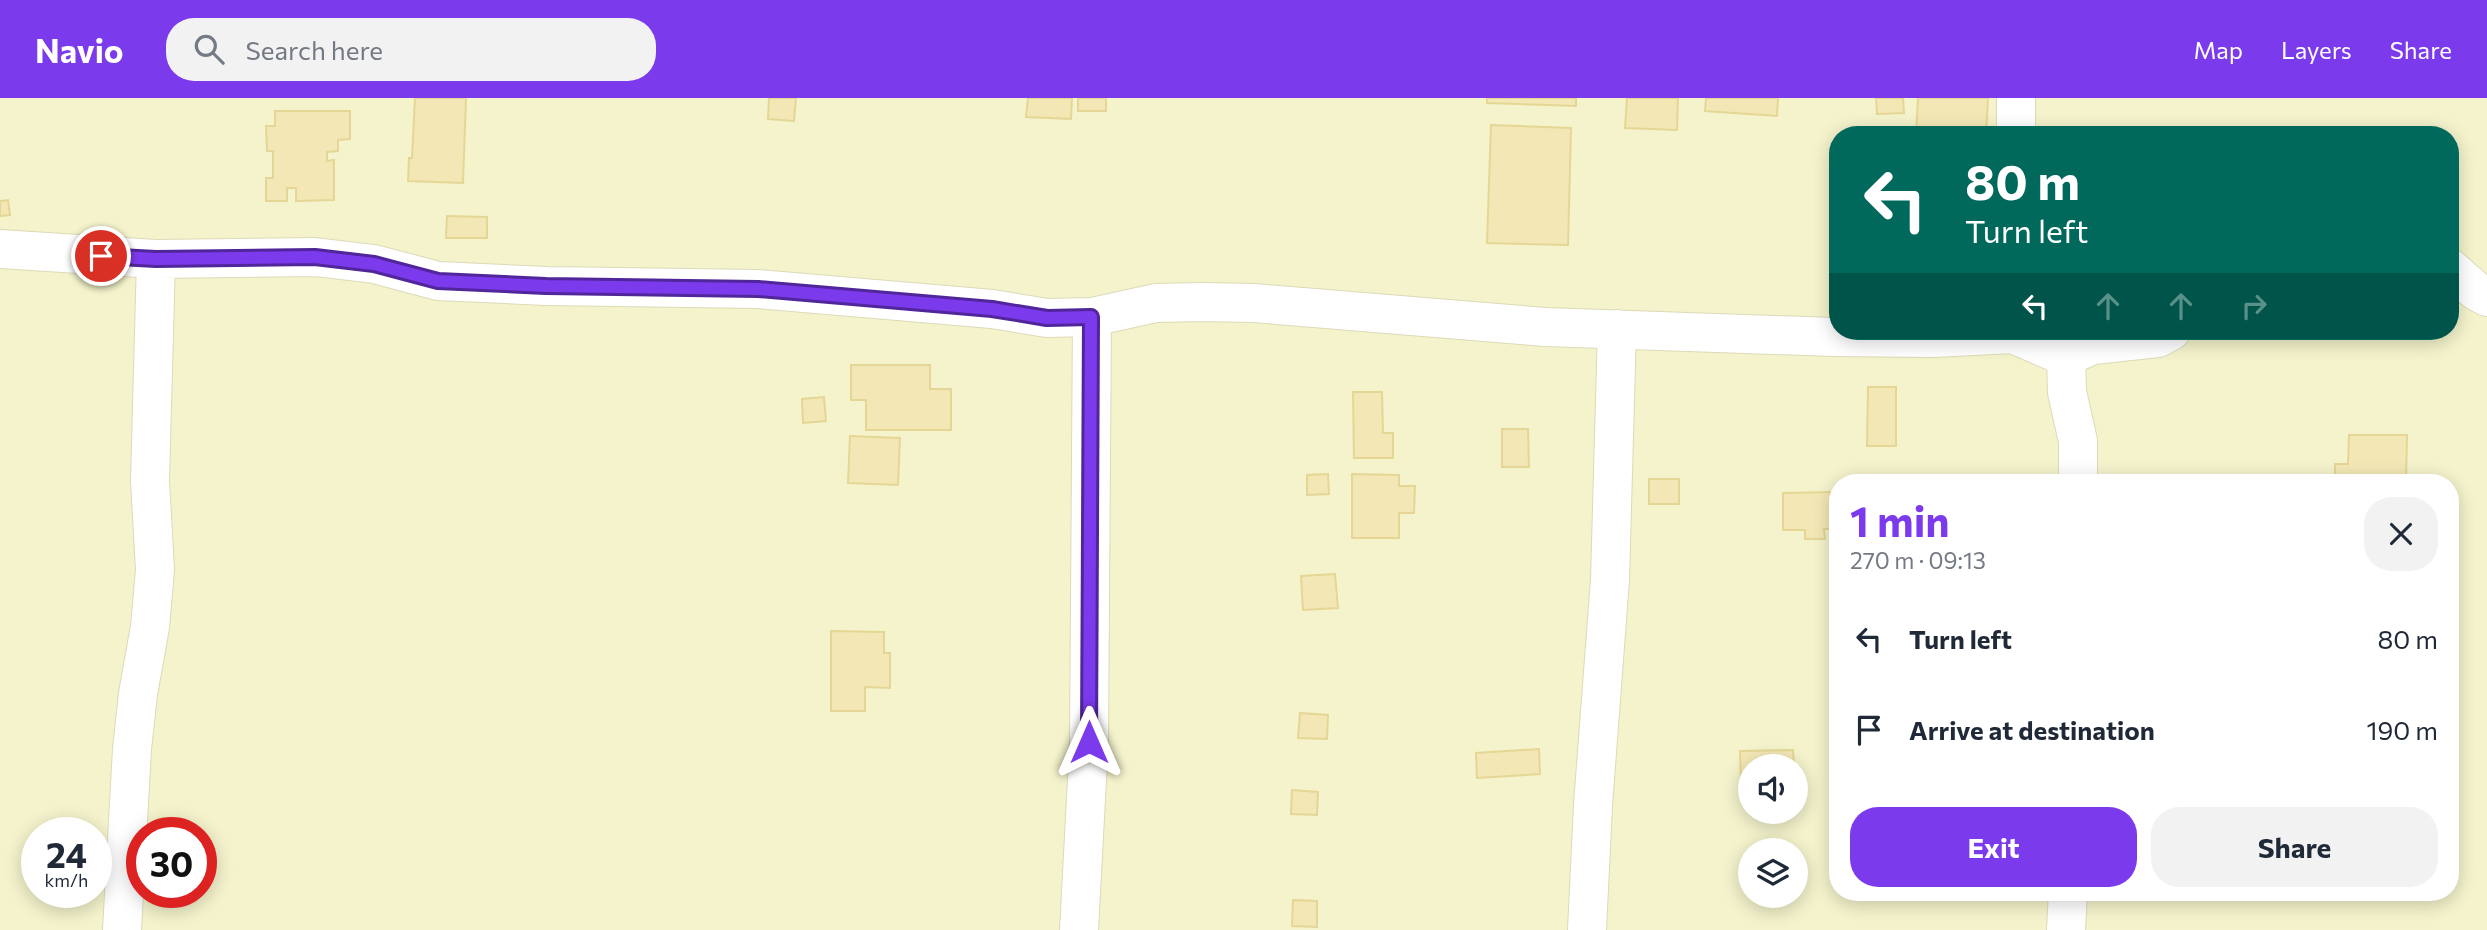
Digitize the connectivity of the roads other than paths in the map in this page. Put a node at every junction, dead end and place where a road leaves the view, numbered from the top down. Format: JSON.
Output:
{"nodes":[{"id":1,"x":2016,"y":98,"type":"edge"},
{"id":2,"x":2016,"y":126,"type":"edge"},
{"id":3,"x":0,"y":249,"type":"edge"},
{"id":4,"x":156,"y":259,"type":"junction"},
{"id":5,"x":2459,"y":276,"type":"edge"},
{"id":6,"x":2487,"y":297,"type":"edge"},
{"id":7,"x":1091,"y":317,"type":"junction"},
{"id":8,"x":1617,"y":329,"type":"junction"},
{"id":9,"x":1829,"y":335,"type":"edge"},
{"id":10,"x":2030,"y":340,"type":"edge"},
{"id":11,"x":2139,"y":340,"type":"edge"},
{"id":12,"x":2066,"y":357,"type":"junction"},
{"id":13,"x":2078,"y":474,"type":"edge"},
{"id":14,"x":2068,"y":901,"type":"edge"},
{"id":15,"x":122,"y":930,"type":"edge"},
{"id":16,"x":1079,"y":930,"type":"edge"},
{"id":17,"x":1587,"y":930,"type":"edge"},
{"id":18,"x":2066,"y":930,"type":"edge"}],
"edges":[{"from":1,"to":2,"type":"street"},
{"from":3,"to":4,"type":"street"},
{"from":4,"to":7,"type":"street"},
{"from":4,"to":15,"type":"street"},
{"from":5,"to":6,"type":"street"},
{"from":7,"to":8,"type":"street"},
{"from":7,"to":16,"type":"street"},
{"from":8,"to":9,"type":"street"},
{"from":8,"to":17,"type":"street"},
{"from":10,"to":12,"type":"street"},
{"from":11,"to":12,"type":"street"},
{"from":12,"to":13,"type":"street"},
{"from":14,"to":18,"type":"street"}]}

#### Task objective:
Once the pictures are set aside, write out each record exactly.

#### Answer section:
Digitize the connectivity of the roads other than paths in the map in this page. Put a node at every junction, dead end and place where a road leaves the view, numbered from the top down. Format: JSON.
Output:
{"nodes":[{"id":1,"x":2016,"y":98,"type":"edge"},
{"id":2,"x":2016,"y":126,"type":"edge"},
{"id":3,"x":0,"y":249,"type":"edge"},
{"id":4,"x":156,"y":259,"type":"junction"},
{"id":5,"x":2459,"y":276,"type":"edge"},
{"id":6,"x":2487,"y":297,"type":"edge"},
{"id":7,"x":1091,"y":317,"type":"junction"},
{"id":8,"x":1617,"y":329,"type":"junction"},
{"id":9,"x":1829,"y":335,"type":"edge"},
{"id":10,"x":2030,"y":340,"type":"edge"},
{"id":11,"x":2139,"y":340,"type":"edge"},
{"id":12,"x":2066,"y":357,"type":"junction"},
{"id":13,"x":2078,"y":474,"type":"edge"},
{"id":14,"x":2068,"y":901,"type":"edge"},
{"id":15,"x":122,"y":930,"type":"edge"},
{"id":16,"x":1079,"y":930,"type":"edge"},
{"id":17,"x":1587,"y":930,"type":"edge"},
{"id":18,"x":2066,"y":930,"type":"edge"}],
"edges":[{"from":1,"to":2,"type":"street"},
{"from":3,"to":4,"type":"street"},
{"from":4,"to":7,"type":"street"},
{"from":4,"to":15,"type":"street"},
{"from":5,"to":6,"type":"street"},
{"from":7,"to":8,"type":"street"},
{"from":7,"to":16,"type":"street"},
{"from":8,"to":9,"type":"street"},
{"from":8,"to":17,"type":"street"},
{"from":10,"to":12,"type":"street"},
{"from":11,"to":12,"type":"street"},
{"from":12,"to":13,"type":"street"},
{"from":14,"to":18,"type":"street"}]}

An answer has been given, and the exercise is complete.